ZDF-Intendant Thomas Bellut zeigte sich zufrieden mit der Entscheidung der Länder. "Die Entscheidung der Ministerpräsidenten ist für uns ein Ansporn, noch mehr Angebote für junge Zuschauer zu machen", sagte Bellut am Freitag. "Das Internetportal ist eine perfekte Ergänzung zu ZDFneo und ZDFinfo, die bereits mit Erfolg ein jüngeres Publikum erreichen. Dafür brauchen wir dann aber auch mehr Bewegungsspielraum im Netz als bisher." Wie viel Personal beim ZDF für ein reines Onlineangebot notwendig ist, müsse noch geprüft werden. Für ein Angebot mit klassischem Fernsehsender wären nach Angaben des ZDF rund 30 Stellen notwendig gewesen. Der Sender hatte kürzlich bereits betont, dass der zurzeit stattfindende Stellenabbau entsprechend reduziert werden müsse.
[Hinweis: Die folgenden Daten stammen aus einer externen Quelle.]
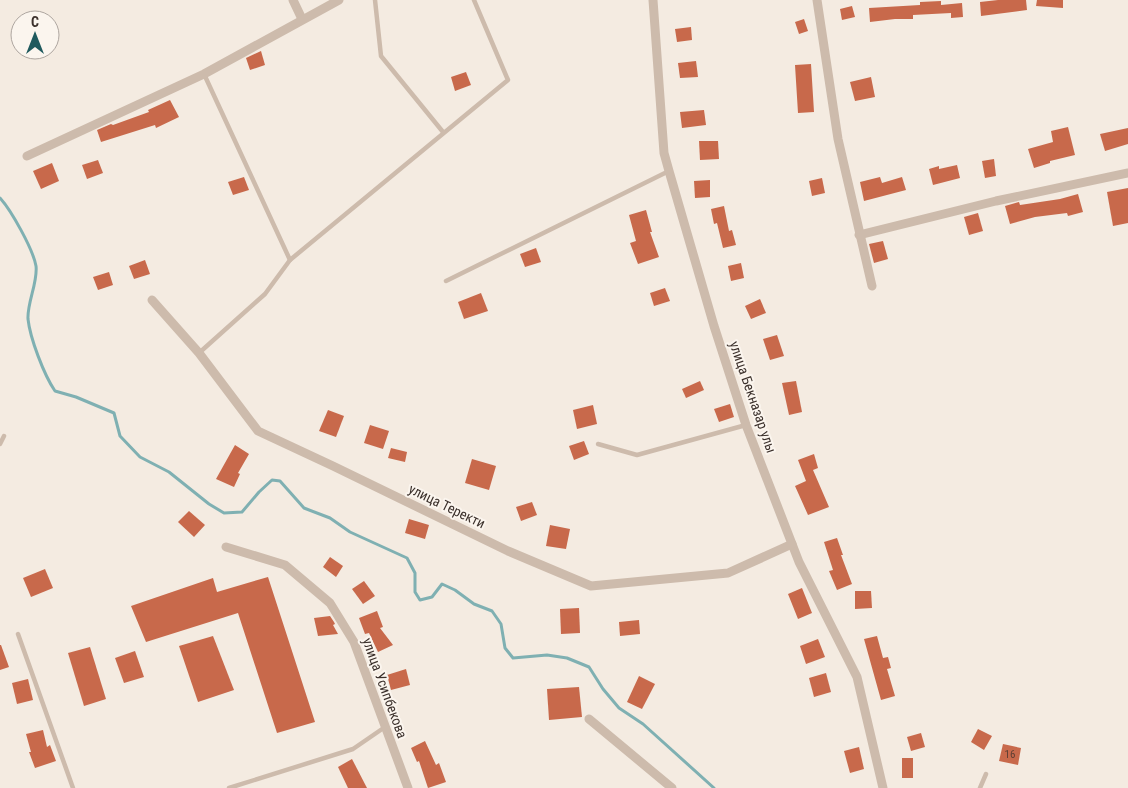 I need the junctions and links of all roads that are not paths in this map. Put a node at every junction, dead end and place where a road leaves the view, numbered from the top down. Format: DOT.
graph roads {
  1 [pos="293,0"];
  2 [pos="339,0"];
  3 [pos="375,0"];
  4 [pos="474,0"];
  5 [pos="653,0"];
  6 [pos="817,0"];
  7 [pos="302,19"];
  8 [pos="204,74"];
  9 [pos="443,132"];
  10 [pos="27,156"];
  11 [pos="669,171"];
  12 [pos="1128,173"];
  13 [pos="859,235"];
  14 [pos="290,260"];
  15 [pos="446,281"];
  16 [pos="872,286"];
  17 [pos="152,300"];
  18 [pos="199,353"];
  19 [pos="746,425"];
  20 [pos="4,436"];
  21 [pos="0,444"];
  22 [pos="598,444"];
  23 [pos="792,544"];
  24 [pos="226,547"];
  25 [pos="18,634"];
  26 [pos="589,719"];
  27 [pos="385,727"];
  28 [pos="986,774"];
  29 [pos="73,788"];
  30 [pos="229,788"];
  31 [pos="408,788"];
  32 [pos="672,788"];
  33 [pos="884,788"];
  34 [pos="980,788"];
  1 -- 7 [label="street"];
  2 -- 7 [label="street"];
  3 -- 9 [label="lane"];
  4 -- 9 [label="lane"];
  5 -- 11 [label="street, улица Бекназар улы"];
  6 -- 13 [label="street"];
  7 -- 8 [label="street"];
  8 -- 10 [label="street"];
  8 -- 14 [label="lane"];
  9 -- 14 [label="lane"];
  11 -- 15 [label="lane"];
  11 -- 19 [label="street, улица Бекназар улы"];
  12 -- 13 [label="street"];
  13 -- 16 [label="street"];
  14 -- 18 [label="lane"];
  17 -- 18 [label="street, улица Теректи"];
  18 -- 23 [label="street, улица Теректи"];
  19 -- 22 [label="lane"];
  19 -- 23 [label="street, улица Бекназар улы"];
  20 -- 21 [label="lane"];
  23 -- 33 [label="street, улица Бекназар улы"];
  24 -- 27 [label="street, улица Усипбекова"];
  25 -- 29 [label="lane"];
  26 -- 32 [label="street"];
  27 -- 30 [label="lane"];
  27 -- 31 [label="street, улица Усипбекова"];
  28 -- 34 [label="lane"];
} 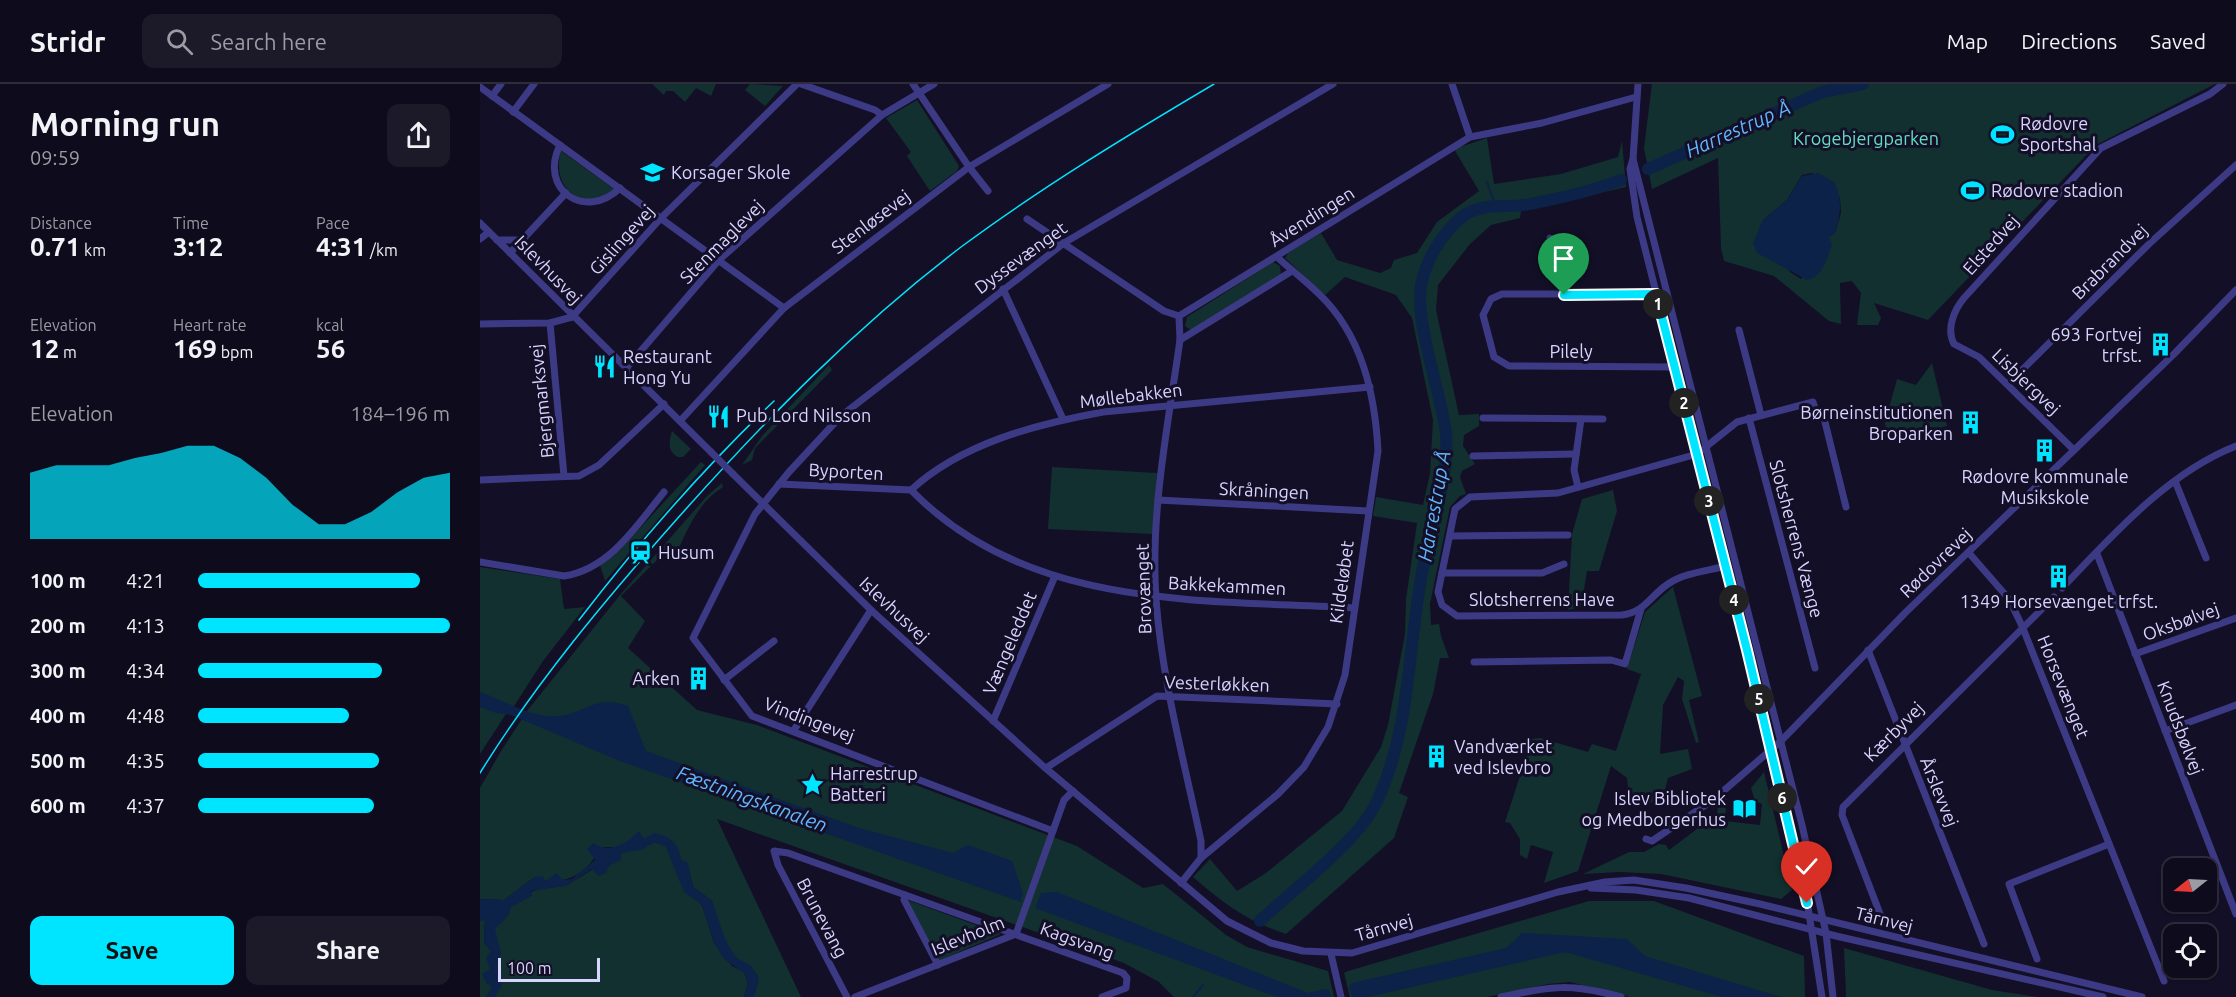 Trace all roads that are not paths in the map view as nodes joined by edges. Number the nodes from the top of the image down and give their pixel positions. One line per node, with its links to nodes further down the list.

Unter welchem Namen und zu welchem Zeitpunkt das neue Jugendangebot an den Start gehen wird, bleibt unterdessen abzuwarten. Klar ist, dass sich nicht zuletzt die ARD einen "echten" Fernsehsender für eine junge Zielgruppe gewünscht hätte. Nun steht man vor der Herausforderung, einerseits der Online-Jugendkanal bespielen zu müssen als auch den Spartensender Einsfestival. Der ARD-Vorsitzende Lutz Marmor sprach zwar von einer "guten Nachricht für unser junges Publikum" und betonte, dass die Aufhebung der Beschränkungen im Internet "zukunftsweisend" sei. "Dass es kein eigenes Programm im Fernsehen geben wird, erschwert allerdings den Start, aber wir werden alles daran setzen, gemeinsam mit dem ZDF ein gutes Angebot im Netz zu entwickeln", so Marmor.
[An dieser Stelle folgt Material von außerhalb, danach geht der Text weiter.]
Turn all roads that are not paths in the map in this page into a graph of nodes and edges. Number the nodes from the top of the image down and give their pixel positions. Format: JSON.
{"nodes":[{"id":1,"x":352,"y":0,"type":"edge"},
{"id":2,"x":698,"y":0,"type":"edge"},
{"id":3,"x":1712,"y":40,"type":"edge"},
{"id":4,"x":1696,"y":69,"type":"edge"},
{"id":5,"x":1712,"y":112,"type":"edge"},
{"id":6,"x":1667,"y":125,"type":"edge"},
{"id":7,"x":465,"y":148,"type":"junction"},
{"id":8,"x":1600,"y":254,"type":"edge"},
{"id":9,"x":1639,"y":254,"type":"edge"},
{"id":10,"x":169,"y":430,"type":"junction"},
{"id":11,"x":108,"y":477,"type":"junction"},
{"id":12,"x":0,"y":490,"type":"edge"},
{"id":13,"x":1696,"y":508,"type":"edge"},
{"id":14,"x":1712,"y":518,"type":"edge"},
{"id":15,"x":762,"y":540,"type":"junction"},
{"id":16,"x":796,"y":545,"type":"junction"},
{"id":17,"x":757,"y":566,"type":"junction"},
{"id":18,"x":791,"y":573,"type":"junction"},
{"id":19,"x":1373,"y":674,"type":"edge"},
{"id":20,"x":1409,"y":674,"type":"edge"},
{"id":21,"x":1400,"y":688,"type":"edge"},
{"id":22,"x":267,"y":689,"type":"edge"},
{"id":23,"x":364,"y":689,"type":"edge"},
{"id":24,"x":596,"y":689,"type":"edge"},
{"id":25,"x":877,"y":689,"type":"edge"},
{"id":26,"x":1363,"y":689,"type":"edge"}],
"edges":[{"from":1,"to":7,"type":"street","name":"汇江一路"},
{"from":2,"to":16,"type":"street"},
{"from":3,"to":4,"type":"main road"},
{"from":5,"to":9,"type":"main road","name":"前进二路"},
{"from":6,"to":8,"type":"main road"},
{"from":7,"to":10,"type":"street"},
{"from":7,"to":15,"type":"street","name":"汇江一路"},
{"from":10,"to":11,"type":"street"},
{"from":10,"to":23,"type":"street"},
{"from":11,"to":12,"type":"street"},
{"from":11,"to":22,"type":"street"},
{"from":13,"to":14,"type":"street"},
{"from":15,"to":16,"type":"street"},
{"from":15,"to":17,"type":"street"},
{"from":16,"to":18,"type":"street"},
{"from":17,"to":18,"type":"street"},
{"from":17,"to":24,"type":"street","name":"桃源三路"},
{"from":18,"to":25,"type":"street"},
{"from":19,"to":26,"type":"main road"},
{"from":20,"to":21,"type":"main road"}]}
SWR-Intendant Peter Boudgoust äußerte ebenfalls Bedenken. "Das bringt Probleme mit sich, beispielsweise mit Blick auf Urheberrechte", sagte er mit Blick auf die Online-Fokussierung. "Obwohl unser Konzept von vielen gesellschaftlichen Gruppen unterstützt wurde, wird es nun schwerer, das Jugendangebot zum Fliegen zu bringen. Aber klar ist: Wir arbeiten weiter konsequent an jungen Programminnovationen. Das sind wir der jungen Generation schuldig." SWR-Chefredakteur Fritz Frey ließ zuvor auf Twitter bereits ausrichten, man habe eine "Riesenchance verschenkt". Und so bleibt es spannend, welchen Weg die ARD künftig mit Einsfestival einschlagen möchte. Dem ZDF kann das freilich egal sein, schließlich betreiben die Mainzer mit ZDFneo seit nunmehr fast fünf Jahren einen Sender, der sich zumindest zu einem gewissen Teil an ein jüngeres Publikum richtet als das Hauptprogramm. Und ZDFkultur kann nach langer Hängepartie nun auch endlich zu den Akten gelegt werden.